Enablers also lack another important element to normal human behavior – and that is responsibility. More specifically for their own actions.
When, after a period of time of enabling someone, the victim of enablement dies, those who enabled for so long will be the first to point the finger at others. Again…this all comes from the above traits and zero acceptance for any sort of responsibility now that tragedy has struck. In fact, it is not uncommon to see enablers “flock together” when tragedy hits. It’s that group mentality thing. Then again you could look at it another way…

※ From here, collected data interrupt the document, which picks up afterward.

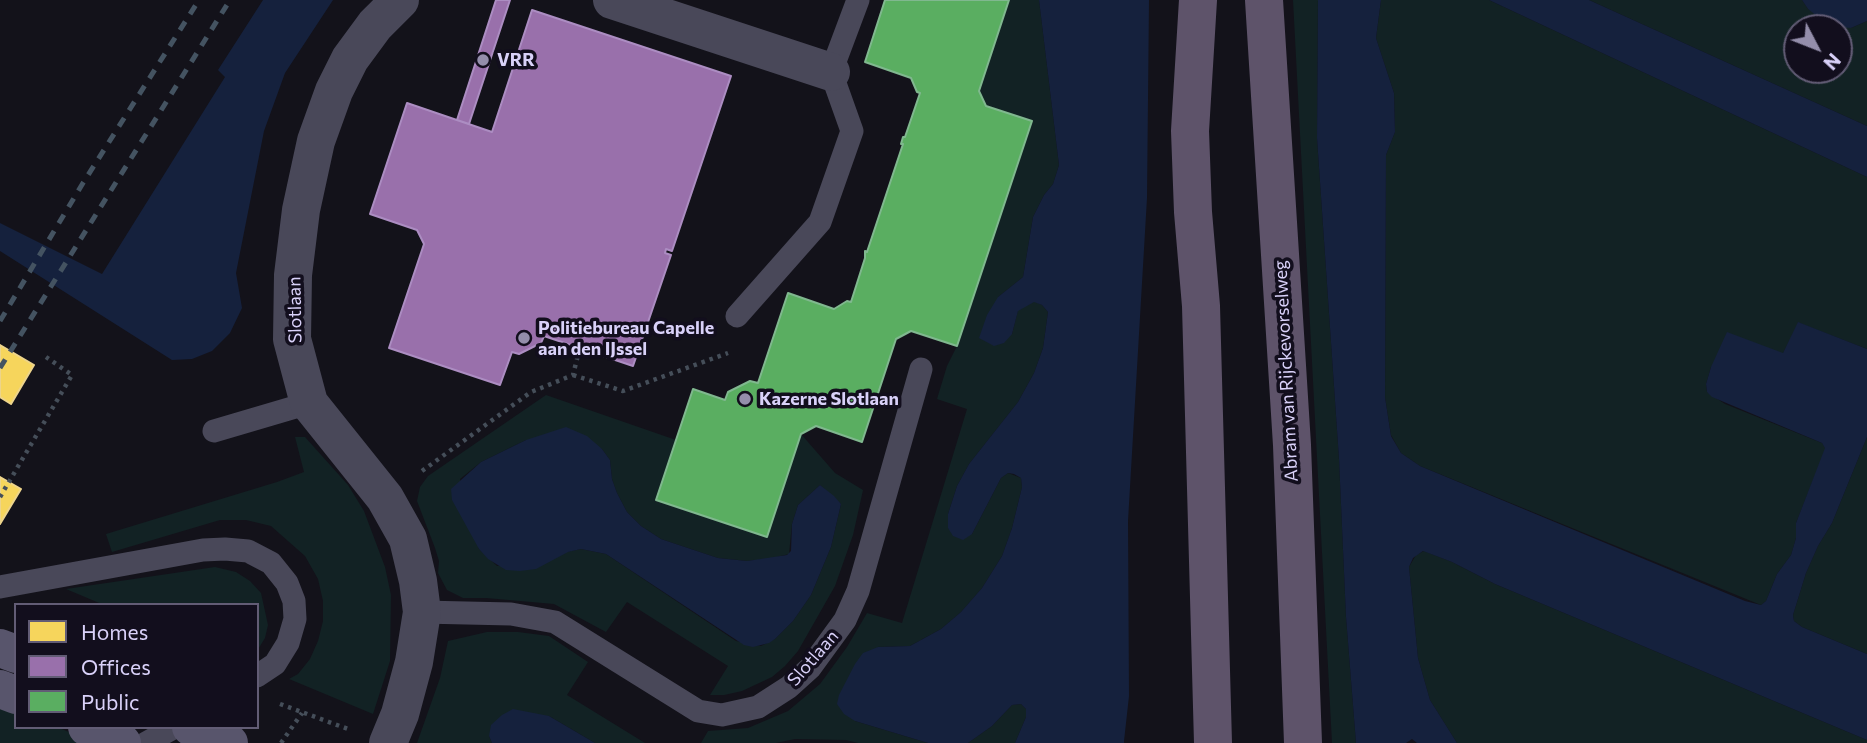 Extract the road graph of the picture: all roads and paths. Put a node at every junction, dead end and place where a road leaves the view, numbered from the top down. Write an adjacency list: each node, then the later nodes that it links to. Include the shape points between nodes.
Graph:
1 (400, 0): 13 (street, Slotlaan, via 350,59 314,152 293,275 292,339)
2 (612, 0): 6 (street)
3 (858, 0): 6 (lane)
4 (1198, 0): 29 (main road, via 1190,131 1201,306)
5 (1264, 0): 30 (main road, Abram van Rijckevorselweg, via 1292,445)
6 (831, 72): 7 (lane, via 852,131 820,222)
7 (737, 316)
8 (730, 353): 12 (path, via 623,390)
9 (578, 355): 12 (path)
10 (46, 357): 15 (path, via 72,375)
11 (921, 369): 18 (lane, Slotlaan, via 858,591 845,620 810,668 758,707 722,715 698,711 555,622 510,614)
12 (573, 375): 16 (path, via 531,392)
13 (309, 403): 14 (lane); 16 (street, Slotlaan)
14 (214, 431)
15 (0, 497)
16 (385, 498): 18 (street, Slotlaan, via 408,539)
17 (0, 587): 19 (lane, via 203,550 248,551 271,564 287,583 294,601 295,620 288,643 275,664)
18 (422, 612): 28 (street, Slotlaan, via 414,662)
19 (259, 675)
20 (280, 704): 27 (path, via 302,713)
21 (91, 729): 24 (street)
22 (171, 729): 25 (lane)
23 (196, 729): 26 (street)
24 (122, 743)
25 (146, 743)
26 (229, 743)
27 (281, 743)
28 (388, 743)
29 (1213, 743)
30 (1303, 743)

Birds of a feather flock together
The fact of the matter is that, enablers for the most part are part of life and sincerely do have the best of intentions in mind, however then again there are those that are malicious – these are the dangerous ones. A danger to the sufferer, a danger to themselves and a danger to those around them.
Think of it this way…
When a person becomes enabled by others which permits them to continue their damaging behavioral traits while loved ones wear the mask of compassion, things can become very perverted. The loved ones can, and often do, become sucked in to the vacuum of the sufferer’s twisted reality. This often leads to the enabler acting out of pity whilst continuing to believe it’s out of compassion.
Once inside the alternate reality of the sufferer, an enabler’s perception can become severely convoluted – even to the point where they begin to make up excuses for themselves as an escape to the real world reality that they are abusing the sufferer further.

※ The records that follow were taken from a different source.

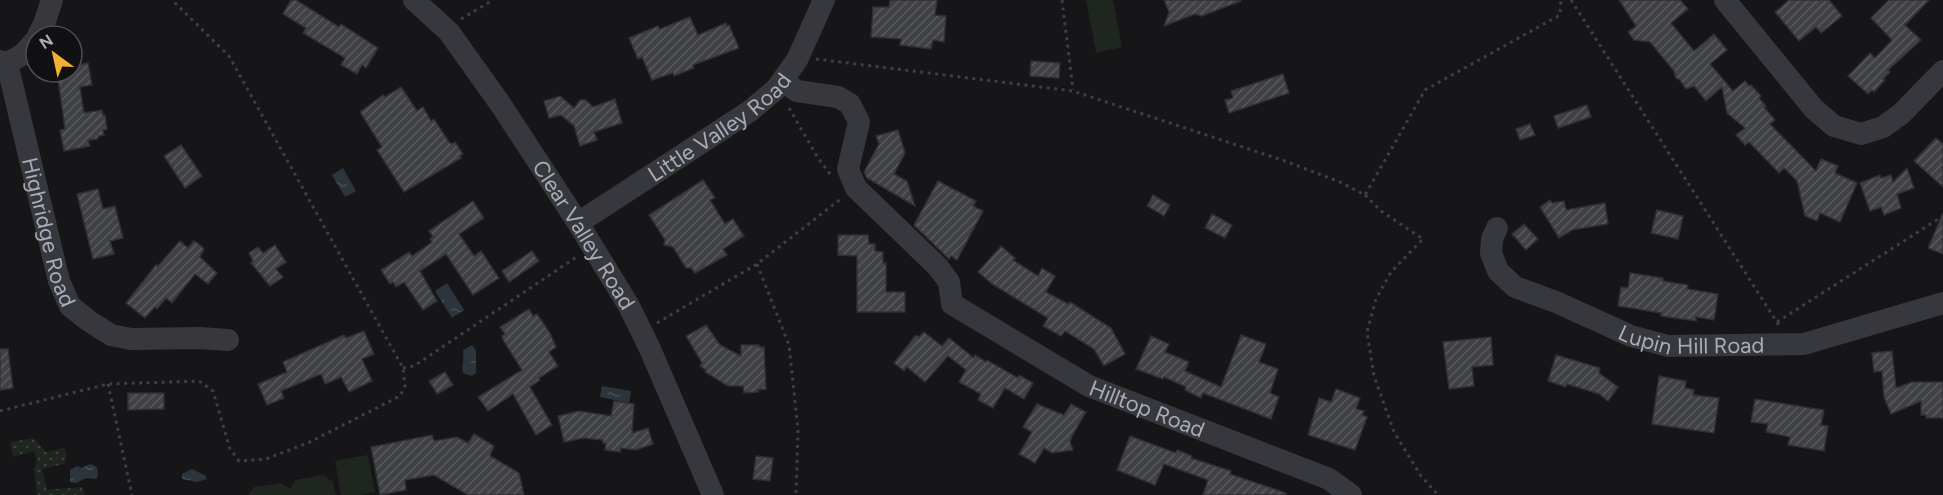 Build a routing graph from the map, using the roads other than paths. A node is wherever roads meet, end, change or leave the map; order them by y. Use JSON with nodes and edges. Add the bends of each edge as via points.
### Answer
{"nodes":[{"id":1,"x":52,"y":0,"type":"edge"},
{"id":2,"x":414,"y":0,"type":"edge"},
{"id":3,"x":430,"y":0,"type":"edge"},
{"id":4,"x":824,"y":0,"type":"edge"},
{"id":5,"x":1725,"y":0,"type":"edge"},
{"id":6,"x":446,"y":22,"type":"junction"},
{"id":7,"x":44,"y":24,"type":"edge"},
{"id":8,"x":24,"y":53,"type":"edge"},
{"id":9,"x":4,"y":62,"type":"edge"},
{"id":10,"x":1943,"y":72,"type":"edge"},
{"id":11,"x":783,"y":81,"type":"junction"},
{"id":12,"x":578,"y":223,"type":"junction"},
{"id":13,"x":1497,"y":228,"type":"dead end"},
{"id":14,"x":1943,"y":303,"type":"edge"},
{"id":15,"x":228,"y":340,"type":"dead end"},
{"id":16,"x":713,"y":495,"type":"edge"},
{"id":17,"x":1351,"y":495,"type":"edge"}],
"edges":[{"from":1,"to":7,"type":"street"},
{"from":2,"to":6,"type":"street","name":"Clear Valley Road"},
{"from":3,"to":6,"type":"street"},
{"from":4,"to":11,"type":"street","name":"Little Valley Road","via":[[797,60]]},
{"from":5,"to":10,"type":"street","via":[[1814,109],[1834,126],[1861,134],[1883,127]]},
{"from":6,"to":12,"type":"street","name":"Clear Valley Road"},
{"from":8,"to":9,"type":"street"},
{"from":9,"to":15,"type":"street","name":"Highridge Road","via":[[59,280],[70,306],[111,334],[131,339]]},
{"from":11,"to":12,"type":"street","name":"Little Valley Road","via":[[750,111]]},
{"from":11,"to":17,"type":"street","name":"Hilltop Road","via":[[797,91],[838,96],[850,104],[859,122],[848,169],[856,188],[938,267],[949,282],[952,304],[1089,386],[1329,479]]},
{"from":12,"to":16,"type":"street","name":"Clear Valley Road","via":[[629,306]]},
{"from":13,"to":14,"type":"street","name":"Lupin Hill Road","via":[[1491,253],[1498,271],[1515,287],[1631,336],[1668,346],[1804,344]]}]}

There is a fine line between compassion and pity, and when that line becomes blurred, we can fall in to a state where we alone feel responsible to heal the sufferer. It is during this time that we become susceptible to our own inner demons. We begin to question our own integrity and how it plays within reality. Even compromising ourselves to compensate for the sufferer’s twisted behavior. Before we know it we are in a state of pity and pity is 100% abuse.
It is a lesson in human behavior to witness this type of behavior first-hand.
Watching while people put aside their intuition and moral values only because they feel this false sense of incumbency to the sufferer. Enablers will often set aside their own gut feeling that “something isn’t right” because they are so consumed by the alternate reality of the sufferer that common-sense and logical vacate.
A very well written piece on this subject goes like this…
When you find yourself constantly dwelling over another’s situation as well as altering your psychological and emotional states to compensate for another’s predicament – then you are enabling someone.
Now next time you say you are “supporting” someone because you care – think again – and step back and look at yourself for a moment. Are you acting out of true compassion (no affect to your emotional state) or are you acting out of pity?
Say no to enabling and recognize the damage it can create. Let’s begin to actually help those who need it without placing further damage upon them.
Start with opening yourself to logic and begin listening to that gut of yours…because the reality…the “real reality.” ..has a way of surfacing and telling you that something’s just not right. After all…we all just want to do right by people…right?